I am being naughty. I am sitting on the sofa, snacking on almonds, drinking my nth coffee of the day. Which would be all fine and good, if I were doing it to fuel my work. My day job: because I have a squeaky-new, hot-off-the-press course to prepare and learn so that I can deliver it on Monday. Instead, I mooch around, resenting the work I have to do, leaving it once again until it is far too late, so that panic, sleepless nights and last-minute palpitations have to set in. Not exactly setting myself up for roaring professional success!
What I would like to do is finish my novel, finesse some poems, try out some new ideas I’ve been getting on and off (mostly off). However, turning my back on what I ought to be doing for the sake of what I would enjoy induces too much guilt. So I end up doing neither. Instead, I read about how others are working on their books, going through the final edits, combining their day job with creative genius. I vacillate between inspiration and desperation. End up feeling even more guilty, of course, and with nothing to show for my efforts at the end of the day.
I read somewhere that having a day job nourishes and enhances your writing. Or, at the very least, it makes you appreciate each little window of time opening up to you. So what is wrong with me that I find it harder and harder to appreciate the interplay between the two?

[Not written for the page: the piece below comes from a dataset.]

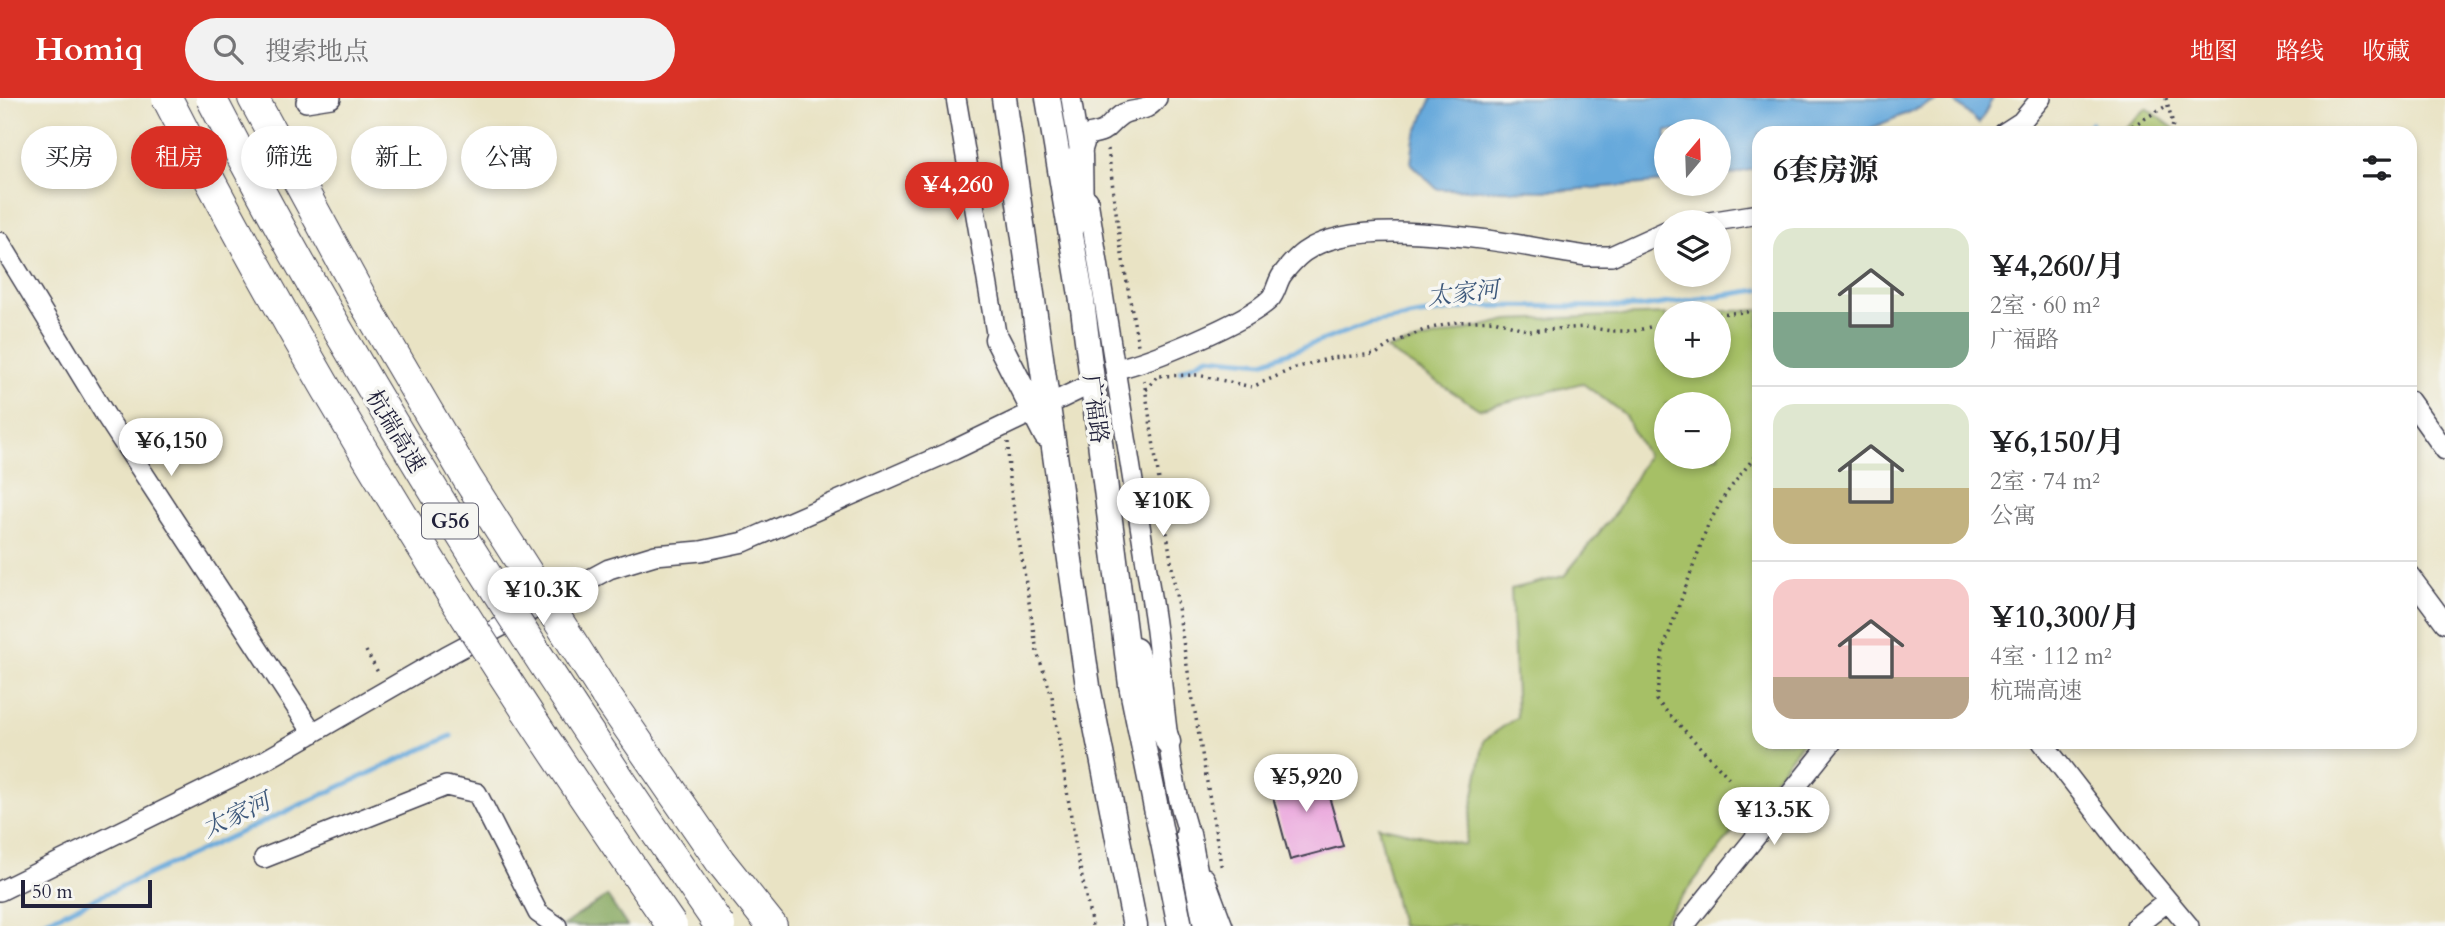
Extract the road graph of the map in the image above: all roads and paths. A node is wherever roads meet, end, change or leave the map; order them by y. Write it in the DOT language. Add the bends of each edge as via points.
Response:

I remind myself how much T. S. Eliot despised his banking job and how his Bloomsbury friends (‘poor Tom’ crops up repeatedly in Virginia Woolf’s diaries) tried to drum up some money for him so he could dedicate himself to his writing. In the end, he found his work-life balance at Faber, but I do wonder if he might have been more prolific if circumstances had been kinder.
Creating ‘in spite of’ rather than ‘inspired by’. Hmmm, I wonder… Do adverse circumstances help to distill your work and bring out the truly essential? Or do they just lock you down mid-flow and mid-sentence?